Overture Buildings using PyArrow#
Overture Maps
has a building footprints dataset that contains
“2.35B conflated building footprints from OSM, Esri Community Maps,
Microsoft ML Building Footprints, and Google Open Buildings”.
We can subset their dataset efficiently using pyarrow
:
from pathlib import Path
import pyarrow as pa
import pyarrow.compute as pc
import pyarrow.dataset as ds
import pyarrow.parquet as pq
from pyarrow import fs
def get_buildings(
bbox: tuple[float, float, float, float], path_parquet: str | Path
) -> gpd.GeoDataFrame:
"""Retrieve building data from Overture Maps for a given bounding box.
Notes
-----
This function is based on
`overturemaps-py <https://github.com/OvertureMaps/overturemaps-py>`__.
Parameters
----------
bbox : tuple
Bounding box coordinates (xmin, ymin, xmax, ymax)
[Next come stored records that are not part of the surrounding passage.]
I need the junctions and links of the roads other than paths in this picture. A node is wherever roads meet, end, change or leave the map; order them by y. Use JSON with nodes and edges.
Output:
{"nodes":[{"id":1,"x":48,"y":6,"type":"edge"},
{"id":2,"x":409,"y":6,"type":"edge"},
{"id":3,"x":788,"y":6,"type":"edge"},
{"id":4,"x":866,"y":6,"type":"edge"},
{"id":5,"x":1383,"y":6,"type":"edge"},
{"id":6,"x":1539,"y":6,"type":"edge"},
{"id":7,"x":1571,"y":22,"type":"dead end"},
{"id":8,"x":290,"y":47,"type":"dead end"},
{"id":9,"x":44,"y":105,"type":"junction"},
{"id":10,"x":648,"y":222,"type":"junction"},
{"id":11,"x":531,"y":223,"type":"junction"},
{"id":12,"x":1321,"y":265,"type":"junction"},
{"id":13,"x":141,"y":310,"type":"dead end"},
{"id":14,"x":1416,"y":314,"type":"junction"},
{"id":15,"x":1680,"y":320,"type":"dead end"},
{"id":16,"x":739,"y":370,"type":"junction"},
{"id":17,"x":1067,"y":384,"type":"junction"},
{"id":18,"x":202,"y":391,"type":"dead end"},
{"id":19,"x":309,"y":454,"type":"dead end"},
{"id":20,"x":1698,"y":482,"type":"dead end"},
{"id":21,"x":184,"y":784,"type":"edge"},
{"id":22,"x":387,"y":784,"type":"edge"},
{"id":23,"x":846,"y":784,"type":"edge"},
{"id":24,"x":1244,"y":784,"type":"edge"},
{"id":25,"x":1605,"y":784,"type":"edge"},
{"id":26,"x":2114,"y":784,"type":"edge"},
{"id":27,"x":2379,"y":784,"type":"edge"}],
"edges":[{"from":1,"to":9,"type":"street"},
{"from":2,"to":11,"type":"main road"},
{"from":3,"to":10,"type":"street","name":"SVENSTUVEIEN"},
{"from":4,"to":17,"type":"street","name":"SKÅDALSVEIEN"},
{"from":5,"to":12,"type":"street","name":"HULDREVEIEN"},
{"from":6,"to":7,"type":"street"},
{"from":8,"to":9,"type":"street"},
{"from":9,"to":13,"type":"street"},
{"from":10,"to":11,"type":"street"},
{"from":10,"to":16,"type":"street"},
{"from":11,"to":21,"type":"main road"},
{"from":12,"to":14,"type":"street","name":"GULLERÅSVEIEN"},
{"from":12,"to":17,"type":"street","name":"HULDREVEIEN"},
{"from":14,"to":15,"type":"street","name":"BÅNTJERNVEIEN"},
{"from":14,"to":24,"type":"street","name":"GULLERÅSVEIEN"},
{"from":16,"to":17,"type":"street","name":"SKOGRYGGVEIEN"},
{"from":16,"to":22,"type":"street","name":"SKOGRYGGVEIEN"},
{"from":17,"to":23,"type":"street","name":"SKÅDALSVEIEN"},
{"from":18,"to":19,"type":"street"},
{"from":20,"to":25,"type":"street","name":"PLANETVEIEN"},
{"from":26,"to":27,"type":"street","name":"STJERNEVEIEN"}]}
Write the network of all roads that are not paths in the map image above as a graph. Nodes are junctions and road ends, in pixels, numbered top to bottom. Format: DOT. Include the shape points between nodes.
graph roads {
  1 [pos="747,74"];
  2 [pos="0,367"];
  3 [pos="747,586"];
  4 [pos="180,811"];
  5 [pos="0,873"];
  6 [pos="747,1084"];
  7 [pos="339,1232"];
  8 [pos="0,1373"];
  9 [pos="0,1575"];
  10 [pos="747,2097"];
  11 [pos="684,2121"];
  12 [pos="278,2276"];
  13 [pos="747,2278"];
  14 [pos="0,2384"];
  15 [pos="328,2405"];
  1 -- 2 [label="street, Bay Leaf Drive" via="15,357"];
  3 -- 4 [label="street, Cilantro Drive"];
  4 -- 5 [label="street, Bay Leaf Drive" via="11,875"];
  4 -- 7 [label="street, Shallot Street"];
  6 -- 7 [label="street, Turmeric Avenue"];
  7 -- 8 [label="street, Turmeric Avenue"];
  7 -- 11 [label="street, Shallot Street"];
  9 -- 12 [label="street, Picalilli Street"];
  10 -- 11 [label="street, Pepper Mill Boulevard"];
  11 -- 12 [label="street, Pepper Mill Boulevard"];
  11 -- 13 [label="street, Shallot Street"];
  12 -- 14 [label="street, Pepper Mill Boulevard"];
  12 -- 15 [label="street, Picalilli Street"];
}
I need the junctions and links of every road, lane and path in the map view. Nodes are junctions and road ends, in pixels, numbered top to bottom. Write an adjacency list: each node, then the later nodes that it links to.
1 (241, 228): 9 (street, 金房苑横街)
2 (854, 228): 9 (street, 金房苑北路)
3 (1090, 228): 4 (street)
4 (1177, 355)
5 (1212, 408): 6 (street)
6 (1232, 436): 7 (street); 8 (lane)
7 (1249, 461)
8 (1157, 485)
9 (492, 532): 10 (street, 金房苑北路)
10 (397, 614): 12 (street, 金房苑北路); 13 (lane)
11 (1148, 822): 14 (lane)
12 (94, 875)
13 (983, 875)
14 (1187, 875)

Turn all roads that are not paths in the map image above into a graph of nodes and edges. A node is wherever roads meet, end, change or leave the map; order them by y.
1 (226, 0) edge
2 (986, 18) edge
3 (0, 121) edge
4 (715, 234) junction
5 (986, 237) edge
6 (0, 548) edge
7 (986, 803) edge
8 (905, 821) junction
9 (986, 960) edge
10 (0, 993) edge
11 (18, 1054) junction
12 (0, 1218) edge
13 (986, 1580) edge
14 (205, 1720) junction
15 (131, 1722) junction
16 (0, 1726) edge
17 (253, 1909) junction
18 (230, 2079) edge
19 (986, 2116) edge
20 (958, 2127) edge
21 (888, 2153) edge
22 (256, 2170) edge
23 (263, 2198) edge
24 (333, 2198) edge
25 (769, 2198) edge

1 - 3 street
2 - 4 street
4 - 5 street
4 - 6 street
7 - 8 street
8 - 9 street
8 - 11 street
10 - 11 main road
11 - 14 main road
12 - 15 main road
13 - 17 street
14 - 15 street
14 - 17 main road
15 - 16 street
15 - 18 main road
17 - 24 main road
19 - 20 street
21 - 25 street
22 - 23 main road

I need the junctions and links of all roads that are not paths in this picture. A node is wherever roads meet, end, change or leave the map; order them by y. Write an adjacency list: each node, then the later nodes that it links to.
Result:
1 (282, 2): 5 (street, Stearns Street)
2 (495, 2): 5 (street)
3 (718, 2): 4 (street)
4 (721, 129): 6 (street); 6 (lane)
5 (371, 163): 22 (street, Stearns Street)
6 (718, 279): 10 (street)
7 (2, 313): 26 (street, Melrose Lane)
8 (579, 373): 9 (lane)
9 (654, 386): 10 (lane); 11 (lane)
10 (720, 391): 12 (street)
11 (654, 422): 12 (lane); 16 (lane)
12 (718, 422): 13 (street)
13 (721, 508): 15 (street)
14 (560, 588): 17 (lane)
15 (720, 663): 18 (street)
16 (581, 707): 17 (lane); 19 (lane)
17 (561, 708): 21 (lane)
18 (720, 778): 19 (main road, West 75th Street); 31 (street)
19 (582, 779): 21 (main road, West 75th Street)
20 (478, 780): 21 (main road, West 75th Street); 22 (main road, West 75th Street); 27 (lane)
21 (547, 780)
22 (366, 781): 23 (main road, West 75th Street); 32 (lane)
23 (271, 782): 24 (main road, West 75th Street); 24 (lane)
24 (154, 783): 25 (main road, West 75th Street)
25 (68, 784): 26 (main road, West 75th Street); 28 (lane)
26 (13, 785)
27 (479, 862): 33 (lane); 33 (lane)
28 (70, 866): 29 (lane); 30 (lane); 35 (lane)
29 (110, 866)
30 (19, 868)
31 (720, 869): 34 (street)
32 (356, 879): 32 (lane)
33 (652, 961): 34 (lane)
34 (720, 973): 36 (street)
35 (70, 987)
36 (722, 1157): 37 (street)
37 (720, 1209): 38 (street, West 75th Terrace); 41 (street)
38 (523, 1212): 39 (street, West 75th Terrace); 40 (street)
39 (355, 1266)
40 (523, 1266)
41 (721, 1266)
path_parquet : str or Path
Path to save the output file
Returns
-------
geopandas.GeoDataFrame
GeoDataFrame containing the building data
"""
path_parquet = Path(path_parquet)
if path_parquet.suffix != ".parquet":
msg = "The output file must be a GeoParquet file with `.parquet` extension."
raise ValueError(msg)
if not isinstance(bbox, tuple | list) or len(bbox) != 4:
msg = "The bounding box must be a tuple of four elements."
raise ValueError
s3_region = "us-west-2"
version = "2024-10-23.0"
src = f"overturemaps-{s3_region}/release/{version}/theme=buildings/type=building/"
xmin, ymin, xmax, ymax = bbox
filter = (
(pc.field("bbox", "xmin") < xmax)
& (pc.field("bbox", "xmax") > xmin)
& (pc.field("bbox", "ymin") < ymax)
& (pc.field("bbox", "ymax") > ymin)
)
dataset = ds.dataset(
src, filesystem=fs.S3FileSystem(anonymous=True, region=s3_region)
)
batches = dataset.to_batches(filter=filter)
non_empty_batches = (b for b in batches if b.num_rows > 0)
geoarrow_schema = dataset.schema.set(
dataset.schema.get_field_index("geometry"),
dataset.schema.field("geometry").with_metadata(
{b"ARROW:extension:name": b"geoarrow.wkb"}
),
)
reader = pa.RecordBatchReader.from_batches(geoarrow_schema, non_empty_batches)
with pq.ParquetWriter(path_parquet, reader.schema) as writer:
for batch in reader:
if batch.num_rows > 0:
writer.write_batch(batch)
return gpd.read_parquet(path_parquet)
Note that you can set the version
to the latest by checking Overture’s release notes.